Remove Old Pipelines From GitLab Backup
Once I switched to the SKIP=tar
style of backup for GitLab, I noticed how
much space the artifacts and consequently the pipelines were taking,
significantly more than the actual code and registry.
Current state
In a backup created with SKIP=tar
, this is my current layout before any
optimization:
root@gitlab-server:/data/backups# l total 31G drwxrwxrwt 4 root root 15 Aug 20 00:04 . drwxr-xr-x 4 root root 4 Aug 19 21:35 .. -rw------- 1 systemd-network systemd-network 20G Aug 19 23:53 artifacts.tar.gz -rw-r--r-- 1 systemd-network systemd-network 509 Aug 20 00:04 backup_information.yml -rw------- 1 systemd-network systemd-network 16M Aug 19 22:36 builds.tar.gz -rw------- 1 systemd-network systemd-network 146 Aug 20 00:04 ci_secure_files.tar.gz drwxr-xr-x 2 systemd-network systemd-network 3 Aug 19 22:17 db -rw------- 1 systemd-network systemd-network 146 Aug 20 00:04 external_diffs.tar.gz -rw------- 1 systemd-network systemd-network 146 Aug 19 23:55 lfs.tar.gz -rw------- 1 systemd-network systemd-network 146 Aug 20 00:04 packages.tar.gz -rw------- 1 systemd-network systemd-network 1.8G Aug 19 23:55 pages.tar.gz -rw------- 1 systemd-network systemd-network 8.8G Aug 20 00:04 registry.tar.gz drwx------ 4 systemd-network systemd-network 4 Aug 19 22:17 repositories -rw------- 1 systemd-network systemd-network 147K Aug 19 23:55 terraform_state.tar.gz -rw------- 1 systemd-network systemd-network 37M Aug 19 22:36 uploads.tar.gz
Analyzing the Data Using the Rails Console
In my case, I am running GitLab on a Docker container.

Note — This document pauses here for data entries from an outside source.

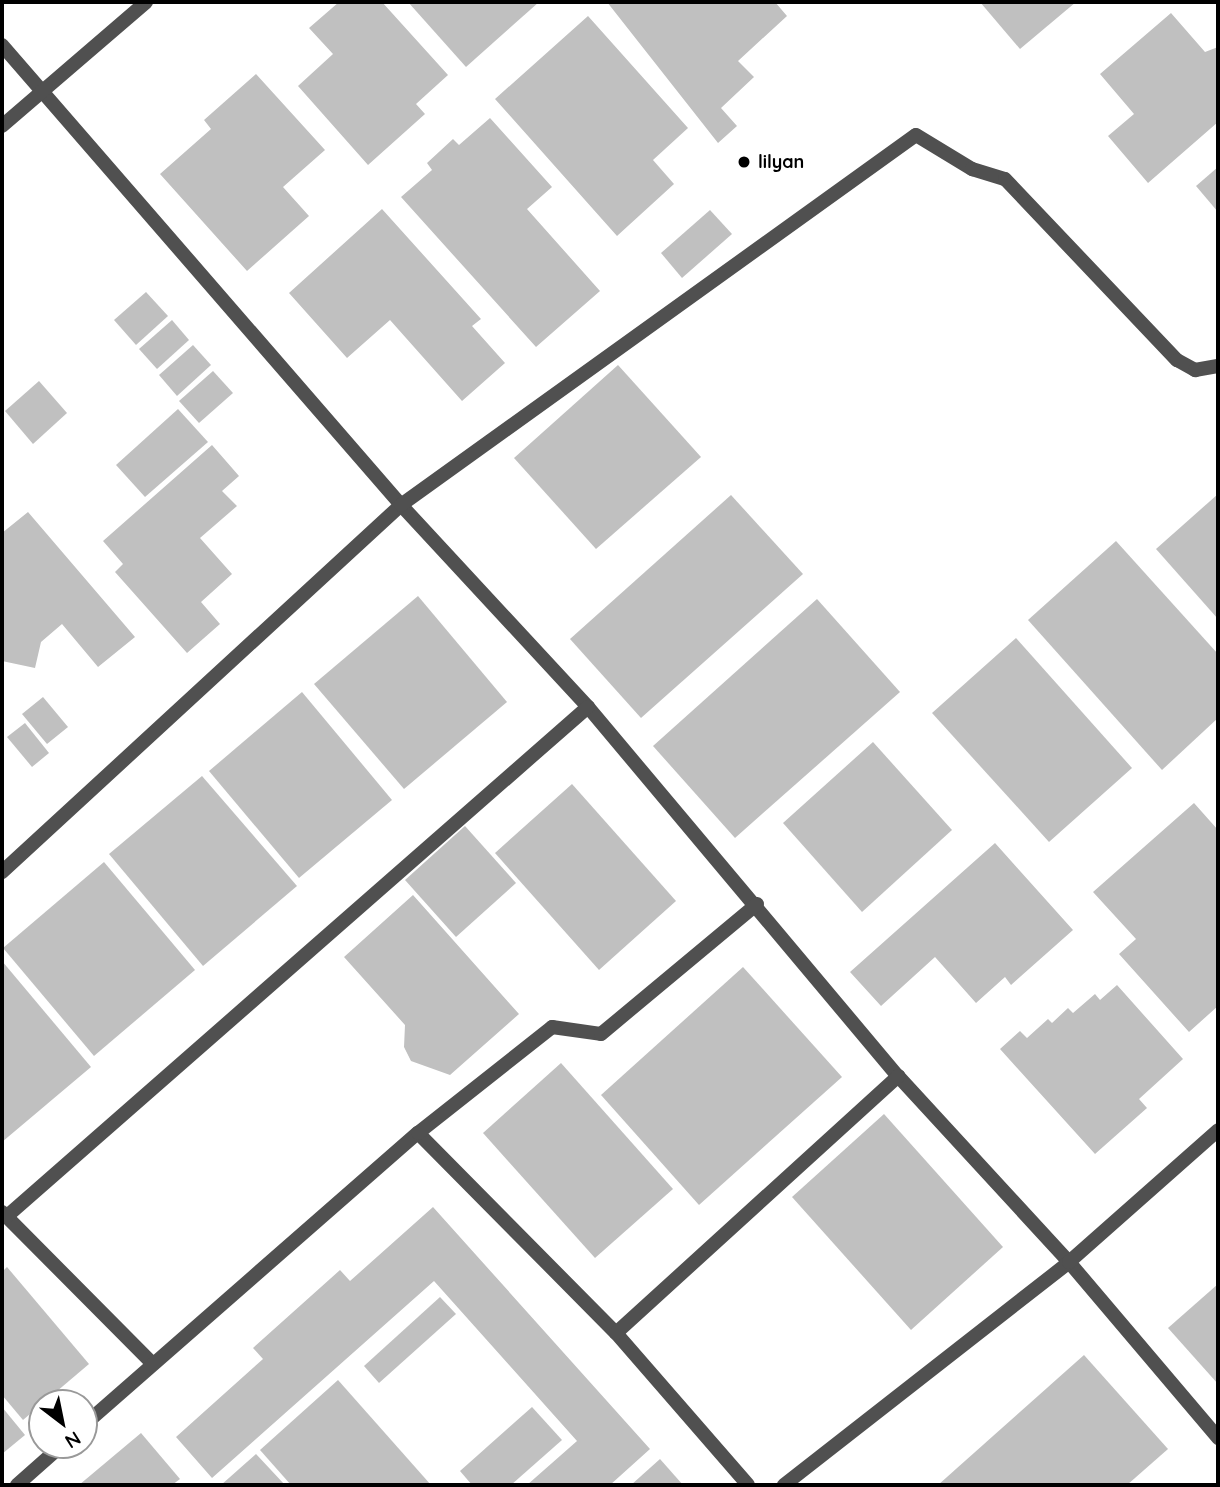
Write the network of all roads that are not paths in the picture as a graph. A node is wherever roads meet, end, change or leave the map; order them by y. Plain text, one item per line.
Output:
1 (146, 2) edge
2 (2, 45) edge
3 (42, 90) junction
4 (2, 126) edge
5 (1218, 366) edge
6 (401, 505) junction
7 (588, 707) junction
8 (2, 872) edge
9 (757, 904) junction
10 (898, 1076) junction
11 (1218, 1130) edge
12 (418, 1133) junction
13 (4, 1214) edge
14 (1069, 1262) junction
15 (615, 1333) junction
16 (152, 1363) junction
17 (98, 1412) edge
18 (1218, 1438) edge
19 (46, 1459) edge
20 (17, 1485) edge
21 (748, 1485) edge
22 (784, 1485) edge

1 - 3 street
2 - 3 street
3 - 4 street
3 - 6 street
5 - 6 street
6 - 7 street
6 - 8 street
7 - 9 street
7 - 13 street
9 - 10 street
9 - 12 street
10 - 14 street
10 - 15 street
11 - 14 street
12 - 15 street
12 - 16 street
13 - 16 street
14 - 18 street
14 - 22 street
15 - 21 street
16 - 17 street
19 - 20 street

In this scenario, to spawn the rails console, run:
docker exec -it gitlab gitlab-rails console
In my analysis, I plan to check how much disk space pipelines older than 6 months are consuming using the following Ruby snippet:
cutoff_date = 6.months.ago
total_pipelines = 0
total_jobs = 0
total_artifacts = 0
total_artifact_size = 0
old_pipelines = 0
old_jobs = 0
old_artifacts = 0
old_artifact_size = 0
pipelines_to_delete = []
Project.all.pluck(:id).each do |project_id|
pipelines_in_project = Ci::Pipeline.where(project_id: project_id).order(created_at: :desc)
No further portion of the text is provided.